We had lots of time to kill between events that day, and no opportunity for Oliver to nap, so by the time the tree lighting was getting underway we had a very antsy and borderline cranky toddler on our hands.  He was probably a little too young to care much for this event.  He wanted in and out of Nate's arms and wasn't really entertained with standing around and singing Christmas songs he doesn't even know.  He did pretty good though, considering (I'm learning to lower my expectations to his level....I was turning into the "This is fun dammit so have fun" kind of mom this holiday, so I had to put myself in check).



FINALLY.....the Big Guy arrived on a firetruck (thankfully! because sleighs just don't excite Oliver like a good firetruck does!)  When it was being announced that Santa was on his way to help light the tree Oliver started calling for him in his own high pitch language that only Nate, myself and his Nana understand: "Eayayaaaa?" Translation: "where are you?" 

And when Santa was getting down from the truck Oliver smiled and waved and it hit me that he is beginning to recognize this big red icon (it's only being crammed down his throat everywhere we go), and I was hit by a wave of emotion and Christmas spirit...so happy to be able to experience Christmas Magic through the eyes of my little boy.

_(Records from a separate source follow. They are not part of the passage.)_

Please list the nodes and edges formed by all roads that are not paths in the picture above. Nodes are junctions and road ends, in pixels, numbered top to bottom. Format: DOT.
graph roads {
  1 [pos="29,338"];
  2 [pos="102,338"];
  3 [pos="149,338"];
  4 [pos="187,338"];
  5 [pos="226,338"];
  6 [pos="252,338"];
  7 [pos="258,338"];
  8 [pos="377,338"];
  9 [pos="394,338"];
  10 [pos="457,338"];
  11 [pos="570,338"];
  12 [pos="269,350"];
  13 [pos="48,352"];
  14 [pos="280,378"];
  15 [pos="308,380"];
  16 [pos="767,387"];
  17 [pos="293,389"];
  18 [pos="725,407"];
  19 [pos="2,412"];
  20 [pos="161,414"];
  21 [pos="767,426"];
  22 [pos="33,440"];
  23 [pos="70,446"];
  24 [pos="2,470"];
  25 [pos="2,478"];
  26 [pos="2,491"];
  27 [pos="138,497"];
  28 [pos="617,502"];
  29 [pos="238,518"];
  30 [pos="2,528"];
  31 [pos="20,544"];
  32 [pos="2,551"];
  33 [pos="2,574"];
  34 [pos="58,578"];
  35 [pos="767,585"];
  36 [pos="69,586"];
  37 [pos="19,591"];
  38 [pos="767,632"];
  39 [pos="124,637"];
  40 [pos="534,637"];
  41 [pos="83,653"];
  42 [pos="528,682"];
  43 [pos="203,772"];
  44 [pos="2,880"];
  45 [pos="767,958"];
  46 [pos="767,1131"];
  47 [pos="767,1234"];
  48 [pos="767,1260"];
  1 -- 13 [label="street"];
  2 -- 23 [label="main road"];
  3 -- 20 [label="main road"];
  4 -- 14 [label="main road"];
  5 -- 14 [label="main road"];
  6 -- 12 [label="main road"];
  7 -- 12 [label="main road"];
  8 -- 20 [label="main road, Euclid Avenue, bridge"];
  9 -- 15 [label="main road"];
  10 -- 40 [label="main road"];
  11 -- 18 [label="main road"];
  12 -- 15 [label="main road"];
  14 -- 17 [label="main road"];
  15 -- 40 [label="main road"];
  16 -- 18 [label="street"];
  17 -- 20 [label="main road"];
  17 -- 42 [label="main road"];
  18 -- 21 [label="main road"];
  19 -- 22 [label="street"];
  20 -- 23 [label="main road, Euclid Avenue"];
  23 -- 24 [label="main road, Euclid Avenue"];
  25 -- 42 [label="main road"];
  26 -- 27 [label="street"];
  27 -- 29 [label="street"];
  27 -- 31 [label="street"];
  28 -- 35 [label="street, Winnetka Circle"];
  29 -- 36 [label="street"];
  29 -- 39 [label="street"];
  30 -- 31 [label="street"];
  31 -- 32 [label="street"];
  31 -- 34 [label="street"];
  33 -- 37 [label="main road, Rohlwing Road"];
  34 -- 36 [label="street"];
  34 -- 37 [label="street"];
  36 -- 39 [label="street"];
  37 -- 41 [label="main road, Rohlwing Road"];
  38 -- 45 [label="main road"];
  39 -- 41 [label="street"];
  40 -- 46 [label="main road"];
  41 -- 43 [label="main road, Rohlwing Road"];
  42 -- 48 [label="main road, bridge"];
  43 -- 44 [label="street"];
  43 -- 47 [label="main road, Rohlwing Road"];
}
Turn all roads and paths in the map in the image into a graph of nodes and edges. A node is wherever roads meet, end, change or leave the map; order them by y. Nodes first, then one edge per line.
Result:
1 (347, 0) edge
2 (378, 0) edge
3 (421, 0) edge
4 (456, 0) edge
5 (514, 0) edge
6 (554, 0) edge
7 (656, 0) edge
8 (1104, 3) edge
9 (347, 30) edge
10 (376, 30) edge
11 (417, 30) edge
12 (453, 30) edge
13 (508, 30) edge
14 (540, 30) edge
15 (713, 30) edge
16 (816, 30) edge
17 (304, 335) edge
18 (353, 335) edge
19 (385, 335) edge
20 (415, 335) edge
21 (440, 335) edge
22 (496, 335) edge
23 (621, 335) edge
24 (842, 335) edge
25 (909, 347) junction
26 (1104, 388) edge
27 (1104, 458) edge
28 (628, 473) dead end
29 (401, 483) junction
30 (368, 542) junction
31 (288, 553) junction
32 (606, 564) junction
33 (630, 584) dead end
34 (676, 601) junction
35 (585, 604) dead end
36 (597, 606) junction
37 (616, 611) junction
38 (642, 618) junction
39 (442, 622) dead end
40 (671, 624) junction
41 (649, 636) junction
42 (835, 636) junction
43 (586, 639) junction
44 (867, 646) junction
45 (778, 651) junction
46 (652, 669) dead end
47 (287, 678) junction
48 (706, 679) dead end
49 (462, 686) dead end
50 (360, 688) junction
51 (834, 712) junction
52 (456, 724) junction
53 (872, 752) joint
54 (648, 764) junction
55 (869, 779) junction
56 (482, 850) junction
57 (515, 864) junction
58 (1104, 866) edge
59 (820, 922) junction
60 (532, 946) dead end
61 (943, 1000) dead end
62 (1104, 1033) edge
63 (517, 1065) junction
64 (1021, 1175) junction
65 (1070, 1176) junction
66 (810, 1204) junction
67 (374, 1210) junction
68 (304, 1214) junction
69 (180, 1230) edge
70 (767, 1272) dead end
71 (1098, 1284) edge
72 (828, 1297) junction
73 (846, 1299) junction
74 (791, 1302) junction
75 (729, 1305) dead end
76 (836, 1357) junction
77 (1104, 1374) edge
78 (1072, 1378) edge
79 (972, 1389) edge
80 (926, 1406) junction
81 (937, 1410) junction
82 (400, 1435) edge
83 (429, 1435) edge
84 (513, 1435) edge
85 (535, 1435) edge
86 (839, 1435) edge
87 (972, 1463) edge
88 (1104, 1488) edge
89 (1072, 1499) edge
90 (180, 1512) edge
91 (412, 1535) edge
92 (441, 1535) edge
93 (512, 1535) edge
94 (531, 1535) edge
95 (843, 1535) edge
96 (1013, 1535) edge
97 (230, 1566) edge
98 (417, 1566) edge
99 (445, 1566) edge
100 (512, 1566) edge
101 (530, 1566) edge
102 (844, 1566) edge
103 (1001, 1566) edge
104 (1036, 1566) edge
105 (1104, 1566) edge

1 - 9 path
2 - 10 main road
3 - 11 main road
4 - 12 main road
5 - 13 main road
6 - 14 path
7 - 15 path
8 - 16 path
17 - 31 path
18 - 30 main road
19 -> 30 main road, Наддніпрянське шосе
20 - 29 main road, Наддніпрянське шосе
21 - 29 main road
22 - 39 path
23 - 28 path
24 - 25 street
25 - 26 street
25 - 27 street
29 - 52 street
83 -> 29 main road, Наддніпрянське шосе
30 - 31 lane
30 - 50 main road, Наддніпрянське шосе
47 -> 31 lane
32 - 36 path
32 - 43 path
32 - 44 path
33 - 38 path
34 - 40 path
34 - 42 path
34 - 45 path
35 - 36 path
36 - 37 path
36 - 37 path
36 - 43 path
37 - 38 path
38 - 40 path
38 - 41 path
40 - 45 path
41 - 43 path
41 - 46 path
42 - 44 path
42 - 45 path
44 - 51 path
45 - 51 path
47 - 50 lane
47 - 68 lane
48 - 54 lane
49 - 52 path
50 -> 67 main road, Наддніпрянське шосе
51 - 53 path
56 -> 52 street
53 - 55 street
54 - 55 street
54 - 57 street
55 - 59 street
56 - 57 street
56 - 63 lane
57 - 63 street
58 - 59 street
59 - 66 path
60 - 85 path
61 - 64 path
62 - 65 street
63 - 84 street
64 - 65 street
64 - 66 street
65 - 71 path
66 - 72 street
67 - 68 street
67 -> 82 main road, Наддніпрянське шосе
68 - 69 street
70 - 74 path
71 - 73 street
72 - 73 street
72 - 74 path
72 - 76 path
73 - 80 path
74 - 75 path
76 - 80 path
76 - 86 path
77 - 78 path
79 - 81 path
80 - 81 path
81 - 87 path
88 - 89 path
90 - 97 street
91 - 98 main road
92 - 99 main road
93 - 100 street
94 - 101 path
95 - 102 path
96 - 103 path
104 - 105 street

He was pretty impressed by the tree lighting up and the size of it.  It turned out to be a very nice family day...and I didn't even have to force everyone to enjoy it.

Tuesday, December 6, 2011

Oh Christmas Tree

Trim up the tree with Christmas stuff Like bingle balls, and whofoo fluff
Trim up the town with goowho gums and bizilbix and wums

Our day started with How the Grinch Stole Christmas and ended with putting lights on the tree.  Oliver was totally into it.  It was pretty adorable, I must say.


Monday, December 5, 2011

Christmas Pictures

I have really enjoyed taking my own pictures of the boys instead of doing studio sittings... reason 1- we aren't in a position to spend money on that, and reason 2- I like being creative and pretending I can take good pictures.  Well it was easy when Oliver was a wee li'l babe... got a little difficult when he started rolling and crawling... got REALLY difficult when he could walk... and now that he's a little lunatic jumping around, it's just about impossible to sit him in a small space for a picture.

So here is what I got out of my Christmas "photo shoot" of the boys...not at all what I hoped for!







I was so angry!  Nate was trying to be my voice of reason "He's nearly 2...you're not going to get him to sit still...he's doing very well for hardly napping today"

Yeah yeah yeah.  But I wanted to get a picture that makes everyone tear up at the beauty of my two little ones this holiday season... so I was pretty bummed that my vision and the realities of having a toddler were (once again) out of sync.

At least I have Owen who is too little to ruin my photography aspirations.


I didn't get what I wanted but I did manage to get some passable photos for a Christmas card.  I can't wait for them to get here and to send them out!